O resultado disso é um engano generalizado: da pessoa que se autoilude aos que interagem virtualmente com ela e estabelecem um relacionamento baseado em falsas premissas. De certa forma, muita gente se relaciona hoje com “influencers” sem se dar conta de que em inúmeros casos a aparência é fabricada, assim como a persona, os hábitos de vida e até as habilidades e acervos intelectuais que afirmam deter. Não deixa de ser uma forma de ingenuidade e de cegueira autoimposta em alguns casos. Novamente são precisas as palavras de Ovídio: “Ele ama uma esperança sem corpo, pensa que é um corpo o que é apenas sombra.”
Dessa forma, assistimos ao mito de Narciso ser reencenado diariamente nas redes sociais. Os filtros e curadorias de vidas perfeitas são os novos lagos onde nos contemplamos, em busca de "likes" e comentários que validem nossa existência.
Ao invés de meramente conectar, vezes sem conta as redes exacerbam a vaidade, transformando a autoimagem em um espetáculo público. Com isso, a necessidade de validação se tornou uma obsessão. Os atuais Narcisos se perdem em suas próprias imagens, modificadas para atender aos padrões irreais de beleza e sucesso. Cada postagem é uma tentativa de afirmar que a própria vida é tão vibrante e interessante quanto a dos outros. No entanto, essa constante comparação leva a uma insatisfação crônica. Sempre há alguém mais belo, bem-sucedido, feliz, talentoso ou inteligente. Este círculo vicioso alimenta uma profunda insatisfação consigo mesmo.

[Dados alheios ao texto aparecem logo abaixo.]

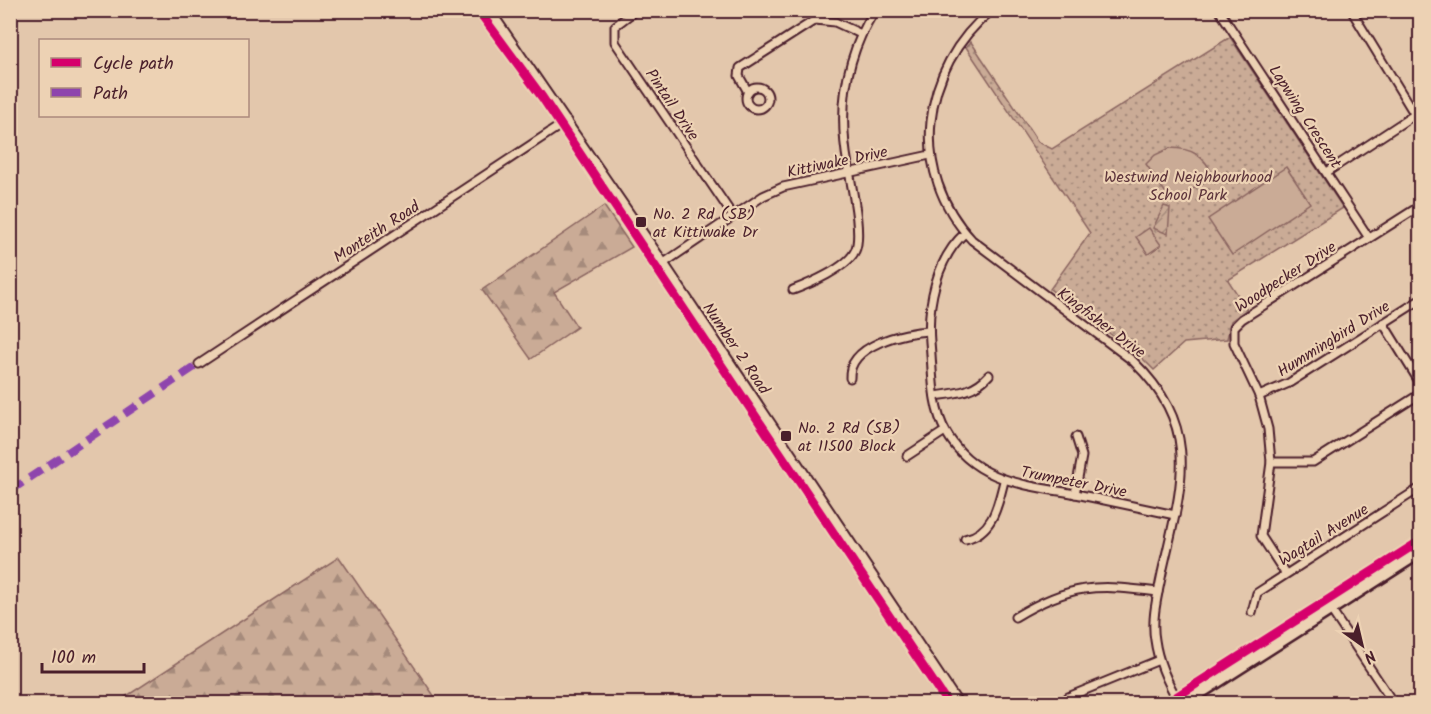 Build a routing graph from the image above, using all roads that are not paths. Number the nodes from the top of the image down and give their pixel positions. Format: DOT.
graph roads {
  1 [pos="490,10"];
  2 [pos="636,10"];
  3 [pos="875,10"];
  4 [pos="992,10"];
  5 [pos="1219,10"];
  6 [pos="1351,10"];
  7 [pos="861,34"];
  8 [pos="748,92"];
  9 [pos="1418,113"];
  10 [pos="567,121"];
  11 [pos="930,155"];
  12 [pos="849,172"];
  13 [pos="1327,172"];
  14 [pos="1420,206"];
  15 [pos="733,216"];
  16 [pos="965,233"];
  17 [pos="1369,238"];
  18 [pos="664,263"];
  19 [pos="793,290"];
  20 [pos="1420,300"];
  21 [pos="1383,323"];
  22 [pos="929,331"];
  23 [pos="199,364"];
  24 [pos="989,375"];
  25 [pos="850,378"];
  26 [pos="1420,383"];
  27 [pos="1420,394"];
  28 [pos="935,396"];
  29 [pos="1259,396"];
  30 [pos="945,431"];
  31 [pos="1076,436"];
  32 [pos="907,456"];
  33 [pos="1272,462"];
  34 [pos="1004,481"];
  35 [pos="1420,488"];
  36 [pos="1075,494"];
  37 [pos="1175,515"];
  38 [pos="965,539"];
  39 [pos="1420,553"];
  40 [pos="1285,573"];
  41 [pos="1158,592"];
  42 [pos="1331,610"];
  43 [pos="1252,612"];
  44 [pos="1015,617"];
  45 [pos="1159,660"];
  46 [pos="1068,697"];
  47 [pos="959,704"];
  48 [pos="1182,704"];
  49 [pos="1394,704"];
  1 -- 10 [label="street, Number 2 Road"];
  2 -- 15 [label="street, Pintail Drive"];
  3 -- 7 [label="street"];
  4 -- 11 [label="street, Kingfisher Drive"];
  5 -- 13 [label="street, Lapwing Crescent"];
  6 -- 9 [label="street"];
  7 -- 8 [label="street"];
  7 -- 12 [label="street"];
  9 -- 13 [label="street"];
  10 -- 18 [label="street, Number 2 Road"];
  10 -- 23 [label="street, Monteith Road"];
  11 -- 12 [label="street, Kittiwake Drive"];
  11 -- 16 [label="street, Kingfisher Drive"];
  12 -- 15 [label="street, Kittiwake Drive"];
  12 -- 19 [label="street"];
  13 -- 17 [label="street, Lapwing Crescent"];
  14 -- 17 [label="street, Woodpecker Drive"];
  15 -- 18 [label="street, Kittiwake Drive"];
  16 -- 22 [label="street, Trumpeter Drive"];
  16 -- 37 [label="street, Kingfisher Drive"];
  17 -- 29 [label="street, Woodpecker Drive"];
  18 -- 47 [label="street, Number 2 Road"];
  20 -- 21 [label="street, Hummingbird Drive"];
  21 -- 26 [label="street"];
  21 -- 29 [label="street, Hummingbird Drive"];
  22 -- 25 [label="street"];
  22 -- 28 [label="street, Trumpeter Drive"];
  24 -- 28 [label="street"];
  27 -- 33 [label="street"];
  28 -- 30 [label="street, Trumpeter Drive"];
  29 -- 33 [label="street, Woodpecker Drive"];
  30 -- 32 [label="street"];
  30 -- 34 [label="street, Trumpeter Drive"];
  31 -- 36 [label="street"];
  33 -- 40 [label="street, Woodpecker Drive"];
  34 -- 36 [label="street, Trumpeter Drive"];
  34 -- 38 [label="street"];
  35 -- 40 [label="street, Wagtail Avenue"];
  36 -- 37 [label="street, Trumpeter Drive"];
  37 -- 41 [label="street, Kingfisher Drive"];
  39 -- 42 [label="main road"];
  40 -- 43 [label="street, Wagtail Avenue"];
  41 -- 44 [label="street"];
  41 -- 45 [label="street, Kingfisher Drive"];
  42 -- 48 [label="main road"];
  42 -- 49 [label="street"];
  45 -- 46 [label="street"];
  45 -- 48 [label="street, Kingfisher Drive"];
}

Tal insatisfação é um reflexo da nossa desconexão interna. Quanto mais buscamos a aprovação externa, mais nos afastamos de quem realmente somos. Ser fiel a si mesmo requer conhecer as nossas sombras, a parte de nós que rejeitamos e escondemos. A vaidade, alimentada pelas redes sociais, impede esse processo ao nos forçar a esconder nossas imperfeições e apresentar uma versão idealizada de nós mesmos. Não deixa de ser uma forma de "má-fé", uma tentativa de fugir da responsabilidade de sermos autênticos. Escondidos atrás de máscaras de perfeição, negamos nossa verdade. Tornamo-nos outra criatura, assumimos uma persona que julgamos ser mais adequada socialmente.

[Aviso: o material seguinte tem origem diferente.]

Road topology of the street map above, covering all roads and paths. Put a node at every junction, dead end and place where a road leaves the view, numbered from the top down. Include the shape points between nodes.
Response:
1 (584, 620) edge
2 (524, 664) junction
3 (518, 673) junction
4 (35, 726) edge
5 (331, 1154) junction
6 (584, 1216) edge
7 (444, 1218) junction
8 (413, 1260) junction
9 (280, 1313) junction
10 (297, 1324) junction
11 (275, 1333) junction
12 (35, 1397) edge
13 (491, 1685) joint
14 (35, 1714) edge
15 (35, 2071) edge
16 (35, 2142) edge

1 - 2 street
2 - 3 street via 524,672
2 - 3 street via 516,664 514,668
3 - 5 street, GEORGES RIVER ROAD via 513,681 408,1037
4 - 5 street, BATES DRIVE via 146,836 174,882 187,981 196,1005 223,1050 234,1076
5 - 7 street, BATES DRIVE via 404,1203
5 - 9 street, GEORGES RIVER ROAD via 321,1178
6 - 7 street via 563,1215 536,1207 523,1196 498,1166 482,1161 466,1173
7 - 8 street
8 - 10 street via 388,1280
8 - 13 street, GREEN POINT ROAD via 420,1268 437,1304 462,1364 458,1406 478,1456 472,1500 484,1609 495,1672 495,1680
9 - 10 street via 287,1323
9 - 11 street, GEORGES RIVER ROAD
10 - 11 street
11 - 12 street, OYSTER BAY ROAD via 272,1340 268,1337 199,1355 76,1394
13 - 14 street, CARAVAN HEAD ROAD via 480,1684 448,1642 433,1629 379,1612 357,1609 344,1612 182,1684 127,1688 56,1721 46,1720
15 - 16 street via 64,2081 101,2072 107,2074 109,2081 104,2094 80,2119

Para transcender tais armadilhas, faz-se necessário confrontar o vazio que tentamos preencher com aprovação externa. O desafio que se nos impõe é aprender a olhar para além do reflexo na água e contemplar a nossa verdadeira natureza, com sua carga de virtudes e imperfeições. Aceitação e reconhecimento são o primeiro passo para a verdadeira autocompreensão e amor-próprio. Remover a máscara, enfrentar vulnerabilidades e abraçar nossa humanidade mais crua pode ser o caminho para encontrar a verdadeira paz e realização, livres da necessidade incessante de aplauso. Um outro escritor, Rainer Maria Rilke, em suas "Cartas a um Jovem Poeta", oferece um conselho valioso: "Dirija seus olhos para dentro, e descubra mil mundos dentro de você." Rilke referia-se ao ofício de escritor, mas podemos ampliar a sugestão. Em um desses mundos provavelmente encontraremos a chave para desfazer a ilusão de Narciso, encontrando em nós preciosidades que não dependem do olhar alheio. Estas nos serão suficientes, mesmo que desconhecidas do mundo.